**Goal of the exercise**. Return every entry exactly as written, with the pictures removed.

(Saved data entries)
==========

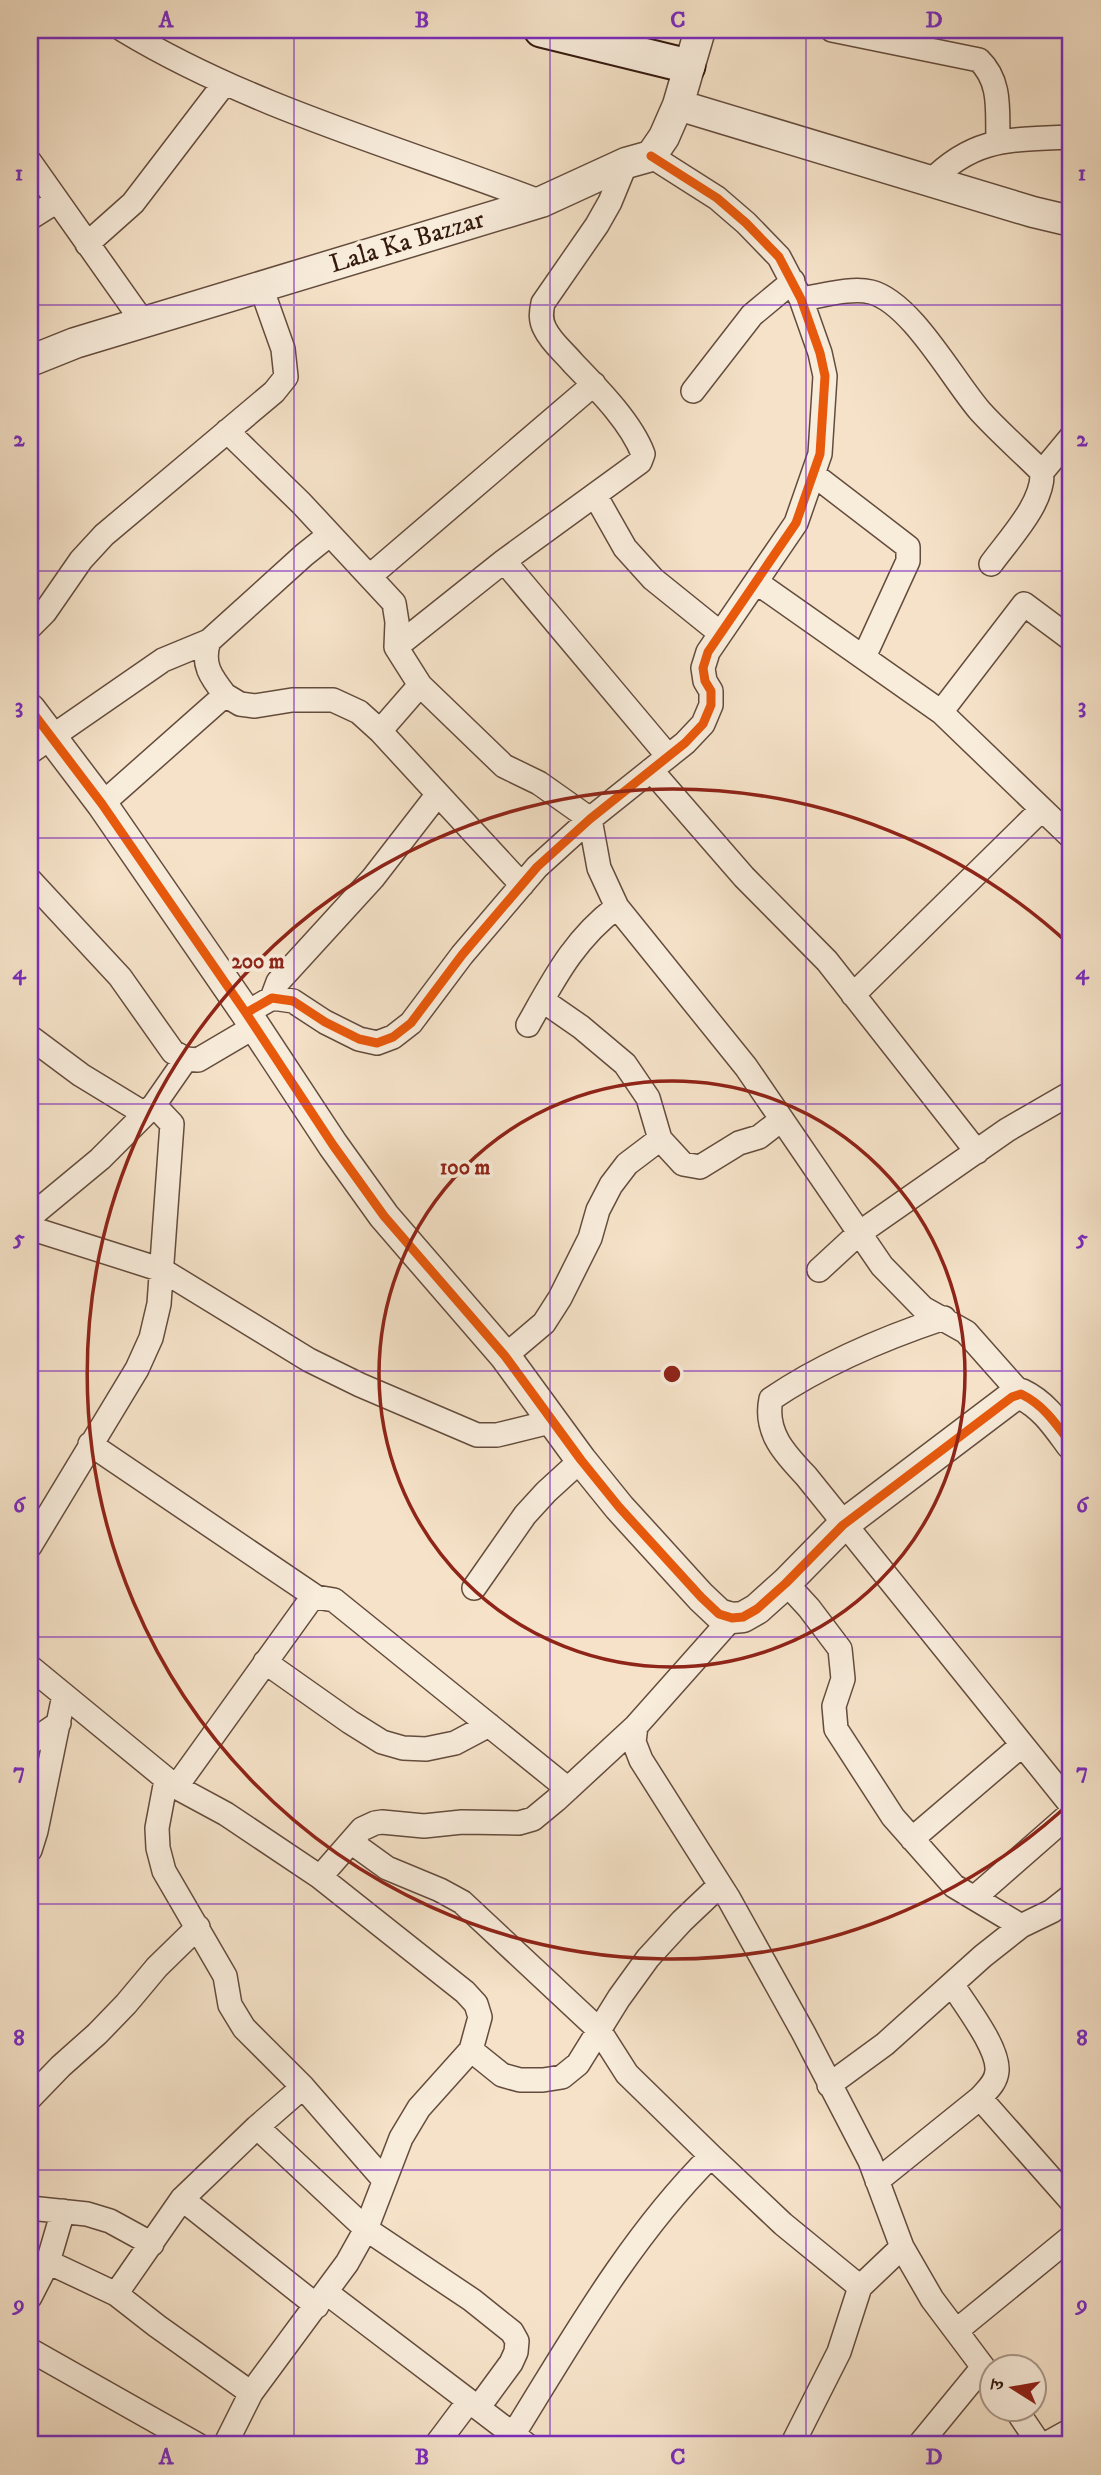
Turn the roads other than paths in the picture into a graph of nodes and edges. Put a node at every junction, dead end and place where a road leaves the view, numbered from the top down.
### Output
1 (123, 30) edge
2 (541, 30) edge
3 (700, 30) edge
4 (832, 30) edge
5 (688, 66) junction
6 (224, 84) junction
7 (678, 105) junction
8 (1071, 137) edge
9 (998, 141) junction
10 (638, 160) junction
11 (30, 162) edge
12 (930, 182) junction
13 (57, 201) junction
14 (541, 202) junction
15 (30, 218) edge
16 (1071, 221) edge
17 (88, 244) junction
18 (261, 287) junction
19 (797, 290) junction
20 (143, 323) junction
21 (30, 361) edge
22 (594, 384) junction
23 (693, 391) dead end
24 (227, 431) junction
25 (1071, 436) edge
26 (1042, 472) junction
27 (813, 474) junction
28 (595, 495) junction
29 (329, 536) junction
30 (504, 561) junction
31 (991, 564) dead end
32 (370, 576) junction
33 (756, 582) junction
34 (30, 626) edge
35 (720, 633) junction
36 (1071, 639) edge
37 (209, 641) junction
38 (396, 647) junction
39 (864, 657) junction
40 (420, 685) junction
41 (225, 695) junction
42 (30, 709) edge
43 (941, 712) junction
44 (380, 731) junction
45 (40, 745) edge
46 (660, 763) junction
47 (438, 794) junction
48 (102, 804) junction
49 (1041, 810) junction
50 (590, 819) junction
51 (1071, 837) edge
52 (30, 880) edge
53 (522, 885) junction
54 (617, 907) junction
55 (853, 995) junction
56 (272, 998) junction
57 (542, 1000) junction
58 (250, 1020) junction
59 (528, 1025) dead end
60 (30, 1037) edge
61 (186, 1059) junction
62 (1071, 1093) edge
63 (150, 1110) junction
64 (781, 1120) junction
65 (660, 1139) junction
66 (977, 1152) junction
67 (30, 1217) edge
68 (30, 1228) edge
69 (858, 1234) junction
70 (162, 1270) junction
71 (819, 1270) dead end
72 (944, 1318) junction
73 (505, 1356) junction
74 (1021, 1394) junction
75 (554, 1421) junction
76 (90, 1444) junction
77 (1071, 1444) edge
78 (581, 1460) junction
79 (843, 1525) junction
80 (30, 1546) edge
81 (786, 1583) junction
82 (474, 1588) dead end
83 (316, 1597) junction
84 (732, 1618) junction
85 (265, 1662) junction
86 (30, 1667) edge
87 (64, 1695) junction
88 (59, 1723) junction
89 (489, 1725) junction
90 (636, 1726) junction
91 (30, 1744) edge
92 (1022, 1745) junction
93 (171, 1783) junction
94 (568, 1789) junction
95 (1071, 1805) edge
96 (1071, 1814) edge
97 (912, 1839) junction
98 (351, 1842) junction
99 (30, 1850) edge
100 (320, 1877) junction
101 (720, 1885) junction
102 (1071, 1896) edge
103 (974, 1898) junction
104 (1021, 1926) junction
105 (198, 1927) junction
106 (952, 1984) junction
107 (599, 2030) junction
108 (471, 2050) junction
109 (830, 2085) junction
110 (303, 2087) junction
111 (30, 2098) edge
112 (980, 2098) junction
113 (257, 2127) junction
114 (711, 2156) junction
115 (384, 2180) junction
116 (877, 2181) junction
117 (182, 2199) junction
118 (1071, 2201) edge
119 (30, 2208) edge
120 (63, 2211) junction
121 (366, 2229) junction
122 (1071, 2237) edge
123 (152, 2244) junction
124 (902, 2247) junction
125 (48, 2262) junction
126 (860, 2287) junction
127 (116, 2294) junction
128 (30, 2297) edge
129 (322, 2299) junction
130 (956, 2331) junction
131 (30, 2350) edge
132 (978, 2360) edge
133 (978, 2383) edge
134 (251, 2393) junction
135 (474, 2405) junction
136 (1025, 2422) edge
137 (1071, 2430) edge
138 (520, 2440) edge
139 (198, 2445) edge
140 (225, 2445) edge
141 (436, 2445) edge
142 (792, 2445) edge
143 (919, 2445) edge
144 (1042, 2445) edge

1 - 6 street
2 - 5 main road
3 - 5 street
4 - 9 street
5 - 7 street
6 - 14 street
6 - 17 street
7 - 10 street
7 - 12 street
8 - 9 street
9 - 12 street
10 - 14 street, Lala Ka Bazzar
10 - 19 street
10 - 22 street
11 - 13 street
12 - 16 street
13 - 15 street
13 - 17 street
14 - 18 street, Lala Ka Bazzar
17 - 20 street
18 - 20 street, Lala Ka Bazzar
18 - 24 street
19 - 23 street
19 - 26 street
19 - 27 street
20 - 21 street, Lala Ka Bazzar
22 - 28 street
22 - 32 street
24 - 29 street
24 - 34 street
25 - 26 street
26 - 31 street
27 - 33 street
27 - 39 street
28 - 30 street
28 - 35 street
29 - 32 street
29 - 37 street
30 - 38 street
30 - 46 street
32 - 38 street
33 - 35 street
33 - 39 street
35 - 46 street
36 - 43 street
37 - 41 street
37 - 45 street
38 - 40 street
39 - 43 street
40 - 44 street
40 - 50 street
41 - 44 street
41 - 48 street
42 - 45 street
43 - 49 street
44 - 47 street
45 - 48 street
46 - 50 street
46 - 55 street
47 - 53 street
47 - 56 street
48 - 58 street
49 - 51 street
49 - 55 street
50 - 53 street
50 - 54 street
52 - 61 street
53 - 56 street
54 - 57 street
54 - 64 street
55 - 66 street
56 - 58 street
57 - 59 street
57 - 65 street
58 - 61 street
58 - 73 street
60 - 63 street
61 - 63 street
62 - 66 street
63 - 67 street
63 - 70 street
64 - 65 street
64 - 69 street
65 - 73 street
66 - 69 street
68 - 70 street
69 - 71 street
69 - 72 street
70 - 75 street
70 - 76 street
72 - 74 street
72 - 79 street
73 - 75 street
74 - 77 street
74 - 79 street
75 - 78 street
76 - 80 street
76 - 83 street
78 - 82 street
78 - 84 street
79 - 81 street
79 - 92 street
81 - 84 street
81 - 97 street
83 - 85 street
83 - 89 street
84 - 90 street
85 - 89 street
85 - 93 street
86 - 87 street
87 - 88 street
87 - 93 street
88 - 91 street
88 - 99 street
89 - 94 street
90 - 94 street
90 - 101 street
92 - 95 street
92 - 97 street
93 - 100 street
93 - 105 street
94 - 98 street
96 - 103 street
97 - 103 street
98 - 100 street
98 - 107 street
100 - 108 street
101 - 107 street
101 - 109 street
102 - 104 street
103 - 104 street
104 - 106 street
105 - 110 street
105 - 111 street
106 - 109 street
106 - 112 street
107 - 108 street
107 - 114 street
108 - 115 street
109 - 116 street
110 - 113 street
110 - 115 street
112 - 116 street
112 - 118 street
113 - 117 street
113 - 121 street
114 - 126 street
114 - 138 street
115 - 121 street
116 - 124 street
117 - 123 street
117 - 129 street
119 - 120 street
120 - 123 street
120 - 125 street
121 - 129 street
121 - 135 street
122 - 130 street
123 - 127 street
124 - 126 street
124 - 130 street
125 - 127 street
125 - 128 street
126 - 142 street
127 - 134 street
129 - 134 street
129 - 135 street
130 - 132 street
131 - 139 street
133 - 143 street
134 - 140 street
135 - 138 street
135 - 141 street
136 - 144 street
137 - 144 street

==========

**Expected answer**.
Turn the roads other than paths in the picture into a graph of nodes and edges. Put a node at every junction, dead end and place where a road leaves the view, numbered from the top down.
### Output
1 (123, 30) edge
2 (541, 30) edge
3 (700, 30) edge
4 (832, 30) edge
5 (688, 66) junction
6 (224, 84) junction
7 (678, 105) junction
8 (1071, 137) edge
9 (998, 141) junction
10 (638, 160) junction
11 (30, 162) edge
12 (930, 182) junction
13 (57, 201) junction
14 (541, 202) junction
15 (30, 218) edge
16 (1071, 221) edge
17 (88, 244) junction
18 (261, 287) junction
19 (797, 290) junction
20 (143, 323) junction
21 (30, 361) edge
22 (594, 384) junction
23 (693, 391) dead end
24 (227, 431) junction
25 (1071, 436) edge
26 (1042, 472) junction
27 (813, 474) junction
28 (595, 495) junction
29 (329, 536) junction
30 (504, 561) junction
31 (991, 564) dead end
32 (370, 576) junction
33 (756, 582) junction
34 (30, 626) edge
35 (720, 633) junction
36 (1071, 639) edge
37 (209, 641) junction
38 (396, 647) junction
39 (864, 657) junction
40 (420, 685) junction
41 (225, 695) junction
42 (30, 709) edge
43 (941, 712) junction
44 (380, 731) junction
45 (40, 745) edge
46 (660, 763) junction
47 (438, 794) junction
48 (102, 804) junction
49 (1041, 810) junction
50 (590, 819) junction
51 (1071, 837) edge
52 (30, 880) edge
53 (522, 885) junction
54 (617, 907) junction
55 (853, 995) junction
56 (272, 998) junction
57 (542, 1000) junction
58 (250, 1020) junction
59 (528, 1025) dead end
60 (30, 1037) edge
61 (186, 1059) junction
62 (1071, 1093) edge
63 (150, 1110) junction
64 (781, 1120) junction
65 (660, 1139) junction
66 (977, 1152) junction
67 (30, 1217) edge
68 (30, 1228) edge
69 (858, 1234) junction
70 (162, 1270) junction
71 (819, 1270) dead end
72 (944, 1318) junction
73 (505, 1356) junction
74 (1021, 1394) junction
75 (554, 1421) junction
76 (90, 1444) junction
77 (1071, 1444) edge
78 (581, 1460) junction
79 (843, 1525) junction
80 (30, 1546) edge
81 (786, 1583) junction
82 (474, 1588) dead end
83 (316, 1597) junction
84 (732, 1618) junction
85 (265, 1662) junction
86 (30, 1667) edge
87 (64, 1695) junction
88 (59, 1723) junction
89 (489, 1725) junction
90 (636, 1726) junction
91 (30, 1744) edge
92 (1022, 1745) junction
93 (171, 1783) junction
94 (568, 1789) junction
95 (1071, 1805) edge
96 (1071, 1814) edge
97 (912, 1839) junction
98 (351, 1842) junction
99 (30, 1850) edge
100 (320, 1877) junction
101 (720, 1885) junction
102 (1071, 1896) edge
103 (974, 1898) junction
104 (1021, 1926) junction
105 (198, 1927) junction
106 (952, 1984) junction
107 (599, 2030) junction
108 (471, 2050) junction
109 (830, 2085) junction
110 (303, 2087) junction
111 (30, 2098) edge
112 (980, 2098) junction
113 (257, 2127) junction
114 (711, 2156) junction
115 (384, 2180) junction
116 (877, 2181) junction
117 (182, 2199) junction
118 (1071, 2201) edge
119 (30, 2208) edge
120 (63, 2211) junction
121 (366, 2229) junction
122 (1071, 2237) edge
123 (152, 2244) junction
124 (902, 2247) junction
125 (48, 2262) junction
126 (860, 2287) junction
127 (116, 2294) junction
128 (30, 2297) edge
129 (322, 2299) junction
130 (956, 2331) junction
131 (30, 2350) edge
132 (978, 2360) edge
133 (978, 2383) edge
134 (251, 2393) junction
135 (474, 2405) junction
136 (1025, 2422) edge
137 (1071, 2430) edge
138 (520, 2440) edge
139 (198, 2445) edge
140 (225, 2445) edge
141 (436, 2445) edge
142 (792, 2445) edge
143 (919, 2445) edge
144 (1042, 2445) edge

1 - 6 street
2 - 5 main road
3 - 5 street
4 - 9 street
5 - 7 street
6 - 14 street
6 - 17 street
7 - 10 street
7 - 12 street
8 - 9 street
9 - 12 street
10 - 14 street, Lala Ka Bazzar
10 - 19 street
10 - 22 street
11 - 13 street
12 - 16 street
13 - 15 street
13 - 17 street
14 - 18 street, Lala Ka Bazzar
17 - 20 street
18 - 20 street, Lala Ka Bazzar
18 - 24 street
19 - 23 street
19 - 26 street
19 - 27 street
20 - 21 street, Lala Ka Bazzar
22 - 28 street
22 - 32 street
24 - 29 street
24 - 34 street
25 - 26 street
26 - 31 street
27 - 33 street
27 - 39 street
28 - 30 street
28 - 35 street
29 - 32 street
29 - 37 street
30 - 38 street
30 - 46 street
32 - 38 street
33 - 35 street
33 - 39 street
35 - 46 street
36 - 43 street
37 - 41 street
37 - 45 street
38 - 40 street
39 - 43 street
40 - 44 street
40 - 50 street
41 - 44 street
41 - 48 street
42 - 45 street
43 - 49 street
44 - 47 street
45 - 48 street
46 - 50 street
46 - 55 street
47 - 53 street
47 - 56 street
48 - 58 street
49 - 51 street
49 - 55 street
50 - 53 street
50 - 54 street
52 - 61 street
53 - 56 street
54 - 57 street
54 - 64 street
55 - 66 street
56 - 58 street
57 - 59 street
57 - 65 street
58 - 61 street
58 - 73 street
60 - 63 street
61 - 63 street
62 - 66 street
63 - 67 street
63 - 70 street
64 - 65 street
64 - 69 street
65 - 73 street
66 - 69 street
68 - 70 street
69 - 71 street
69 - 72 street
70 - 75 street
70 - 76 street
72 - 74 street
72 - 79 street
73 - 75 street
74 - 77 street
74 - 79 street
75 - 78 street
76 - 80 street
76 - 83 street
78 - 82 street
78 - 84 street
79 - 81 street
79 - 92 street
81 - 84 street
81 - 97 street
83 - 85 street
83 - 89 street
84 - 90 street
85 - 89 street
85 - 93 street
86 - 87 street
87 - 88 street
87 - 93 street
88 - 91 street
88 - 99 street
89 - 94 street
90 - 94 street
90 - 101 street
92 - 95 street
92 - 97 street
93 - 100 street
93 - 105 street
94 - 98 street
96 - 103 street
97 - 103 street
98 - 100 street
98 - 107 street
100 - 108 street
101 - 107 street
101 - 109 street
102 - 104 street
103 - 104 street
104 - 106 street
105 - 110 street
105 - 111 street
106 - 109 street
106 - 112 street
107 - 108 street
107 - 114 street
108 - 115 street
109 - 116 street
110 - 113 street
110 - 115 street
112 - 116 street
112 - 118 street
113 - 117 street
113 - 121 street
114 - 126 street
114 - 138 street
115 - 121 street
116 - 124 street
117 - 123 street
117 - 129 street
119 - 120 street
120 - 123 street
120 - 125 street
121 - 129 street
121 - 135 street
122 - 130 street
123 - 127 street
124 - 126 street
124 - 130 street
125 - 127 street
125 - 128 street
126 - 142 street
127 - 134 street
129 - 134 street
129 - 135 street
130 - 132 street
131 - 139 street
133 - 143 street
134 - 140 street
135 - 138 street
135 - 141 street
136 - 144 street
137 - 144 street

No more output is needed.